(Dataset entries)
◇ ◇ ◇ ◇

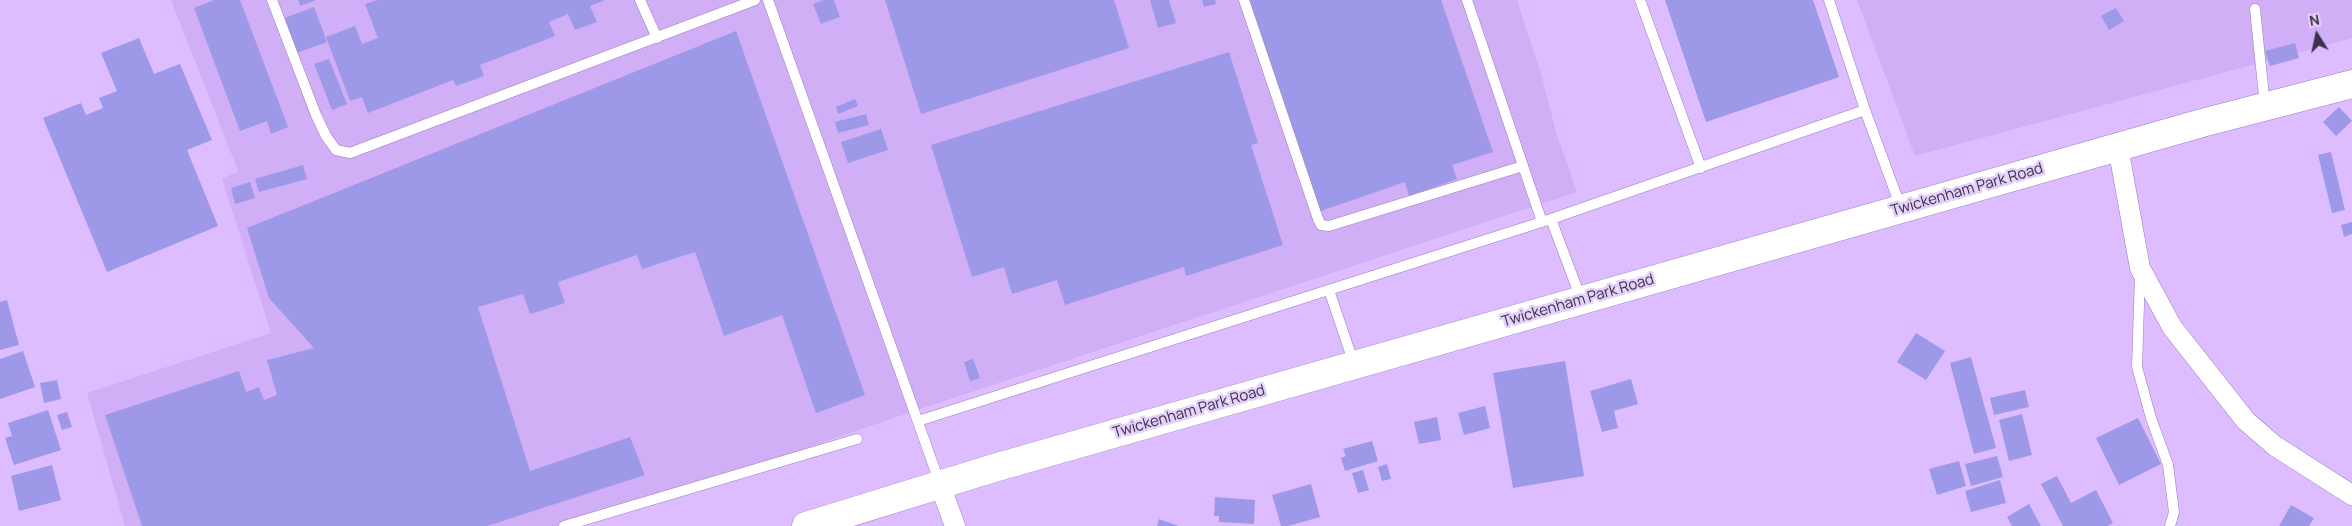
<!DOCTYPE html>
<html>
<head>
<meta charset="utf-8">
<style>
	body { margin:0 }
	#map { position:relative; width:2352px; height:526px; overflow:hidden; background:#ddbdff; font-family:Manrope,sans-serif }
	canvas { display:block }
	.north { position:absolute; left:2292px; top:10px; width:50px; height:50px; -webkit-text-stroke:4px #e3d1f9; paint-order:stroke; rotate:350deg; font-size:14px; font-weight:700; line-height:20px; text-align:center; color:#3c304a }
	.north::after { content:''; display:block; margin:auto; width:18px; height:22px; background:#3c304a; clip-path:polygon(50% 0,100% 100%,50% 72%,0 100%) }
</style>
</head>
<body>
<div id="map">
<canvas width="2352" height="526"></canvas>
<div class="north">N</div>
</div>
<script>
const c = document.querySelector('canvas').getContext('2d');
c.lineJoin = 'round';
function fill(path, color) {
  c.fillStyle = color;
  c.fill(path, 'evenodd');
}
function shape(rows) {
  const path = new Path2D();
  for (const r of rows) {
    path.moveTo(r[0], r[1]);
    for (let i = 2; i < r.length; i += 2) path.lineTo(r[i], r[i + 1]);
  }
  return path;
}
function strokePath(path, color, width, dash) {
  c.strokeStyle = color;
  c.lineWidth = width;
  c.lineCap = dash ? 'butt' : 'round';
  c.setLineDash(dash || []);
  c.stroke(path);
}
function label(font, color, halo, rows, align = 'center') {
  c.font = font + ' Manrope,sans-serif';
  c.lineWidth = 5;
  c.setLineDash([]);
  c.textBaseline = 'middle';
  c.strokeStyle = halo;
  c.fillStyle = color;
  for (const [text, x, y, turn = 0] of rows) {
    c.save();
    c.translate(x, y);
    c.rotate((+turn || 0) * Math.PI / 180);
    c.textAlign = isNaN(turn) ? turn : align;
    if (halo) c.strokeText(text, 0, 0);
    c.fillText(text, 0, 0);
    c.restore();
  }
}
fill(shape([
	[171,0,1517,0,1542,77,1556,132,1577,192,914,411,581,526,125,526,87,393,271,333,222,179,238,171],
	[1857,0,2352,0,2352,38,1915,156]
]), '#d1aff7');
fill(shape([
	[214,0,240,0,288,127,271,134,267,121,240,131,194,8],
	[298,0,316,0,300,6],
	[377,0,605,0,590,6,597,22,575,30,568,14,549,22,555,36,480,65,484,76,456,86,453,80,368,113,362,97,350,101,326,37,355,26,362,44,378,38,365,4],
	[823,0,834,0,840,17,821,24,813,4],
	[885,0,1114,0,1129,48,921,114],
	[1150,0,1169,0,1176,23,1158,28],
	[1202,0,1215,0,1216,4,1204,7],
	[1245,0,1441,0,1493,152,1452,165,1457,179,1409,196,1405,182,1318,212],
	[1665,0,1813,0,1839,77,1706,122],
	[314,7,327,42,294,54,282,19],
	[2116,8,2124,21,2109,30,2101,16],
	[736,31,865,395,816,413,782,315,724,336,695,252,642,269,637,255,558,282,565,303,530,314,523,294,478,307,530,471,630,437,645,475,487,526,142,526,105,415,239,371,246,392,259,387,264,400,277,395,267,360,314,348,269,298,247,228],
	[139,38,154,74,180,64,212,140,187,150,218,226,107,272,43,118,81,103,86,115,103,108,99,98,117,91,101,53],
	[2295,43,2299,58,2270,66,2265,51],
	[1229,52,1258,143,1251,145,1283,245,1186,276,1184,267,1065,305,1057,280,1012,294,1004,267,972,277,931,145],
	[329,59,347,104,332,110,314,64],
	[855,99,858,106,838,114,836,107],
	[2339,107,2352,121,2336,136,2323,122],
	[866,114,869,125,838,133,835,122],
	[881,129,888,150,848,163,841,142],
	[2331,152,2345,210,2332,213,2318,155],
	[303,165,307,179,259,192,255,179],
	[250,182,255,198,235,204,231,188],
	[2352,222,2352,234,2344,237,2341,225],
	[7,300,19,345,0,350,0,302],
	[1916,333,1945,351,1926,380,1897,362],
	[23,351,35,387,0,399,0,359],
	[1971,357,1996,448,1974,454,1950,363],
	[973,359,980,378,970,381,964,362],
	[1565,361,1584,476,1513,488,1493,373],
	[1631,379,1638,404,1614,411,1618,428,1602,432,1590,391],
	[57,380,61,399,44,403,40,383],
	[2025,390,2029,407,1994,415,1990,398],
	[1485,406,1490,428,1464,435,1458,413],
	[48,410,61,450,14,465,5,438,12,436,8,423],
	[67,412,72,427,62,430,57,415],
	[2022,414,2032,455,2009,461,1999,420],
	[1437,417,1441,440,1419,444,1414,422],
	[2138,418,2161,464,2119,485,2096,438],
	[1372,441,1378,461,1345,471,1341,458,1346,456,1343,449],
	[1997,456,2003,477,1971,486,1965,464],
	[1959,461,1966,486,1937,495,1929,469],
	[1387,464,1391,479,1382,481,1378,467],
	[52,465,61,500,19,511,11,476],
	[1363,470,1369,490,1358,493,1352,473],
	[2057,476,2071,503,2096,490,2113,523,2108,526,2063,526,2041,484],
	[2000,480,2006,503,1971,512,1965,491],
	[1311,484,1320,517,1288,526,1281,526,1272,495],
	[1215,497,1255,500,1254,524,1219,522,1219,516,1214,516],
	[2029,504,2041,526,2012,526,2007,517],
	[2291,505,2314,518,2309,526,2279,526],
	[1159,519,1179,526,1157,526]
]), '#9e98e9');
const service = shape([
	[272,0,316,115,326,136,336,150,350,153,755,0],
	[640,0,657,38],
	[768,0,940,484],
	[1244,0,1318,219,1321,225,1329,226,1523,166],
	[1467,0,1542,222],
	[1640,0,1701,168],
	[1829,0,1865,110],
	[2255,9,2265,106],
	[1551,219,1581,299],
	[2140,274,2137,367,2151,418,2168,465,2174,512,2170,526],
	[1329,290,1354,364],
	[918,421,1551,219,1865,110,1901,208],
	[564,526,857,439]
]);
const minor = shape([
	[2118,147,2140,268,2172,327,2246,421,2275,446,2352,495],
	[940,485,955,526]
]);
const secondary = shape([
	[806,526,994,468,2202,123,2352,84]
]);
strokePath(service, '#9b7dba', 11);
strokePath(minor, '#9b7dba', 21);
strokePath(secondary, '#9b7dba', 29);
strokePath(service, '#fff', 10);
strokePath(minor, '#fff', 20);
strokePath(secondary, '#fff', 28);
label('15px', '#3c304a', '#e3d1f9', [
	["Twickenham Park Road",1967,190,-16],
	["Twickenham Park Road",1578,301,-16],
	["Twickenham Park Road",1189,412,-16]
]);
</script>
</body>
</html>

◇ ◇ ◇ ◇

What you should do:
Which of the lines above include the word "rotate"? List those lines.

Output for this task:
	.north { position:absolute; left:2292px; top:10px; width:50px; height:50px; -webkit-text-stroke:4px #e3d1f9; paint-order:stroke; rotate:350deg; font-size:14px; font-weight:700; line-height:20px; text-align:center; color:#3c304a }
    c.rotate((+turn || 0) * Math.PI / 180);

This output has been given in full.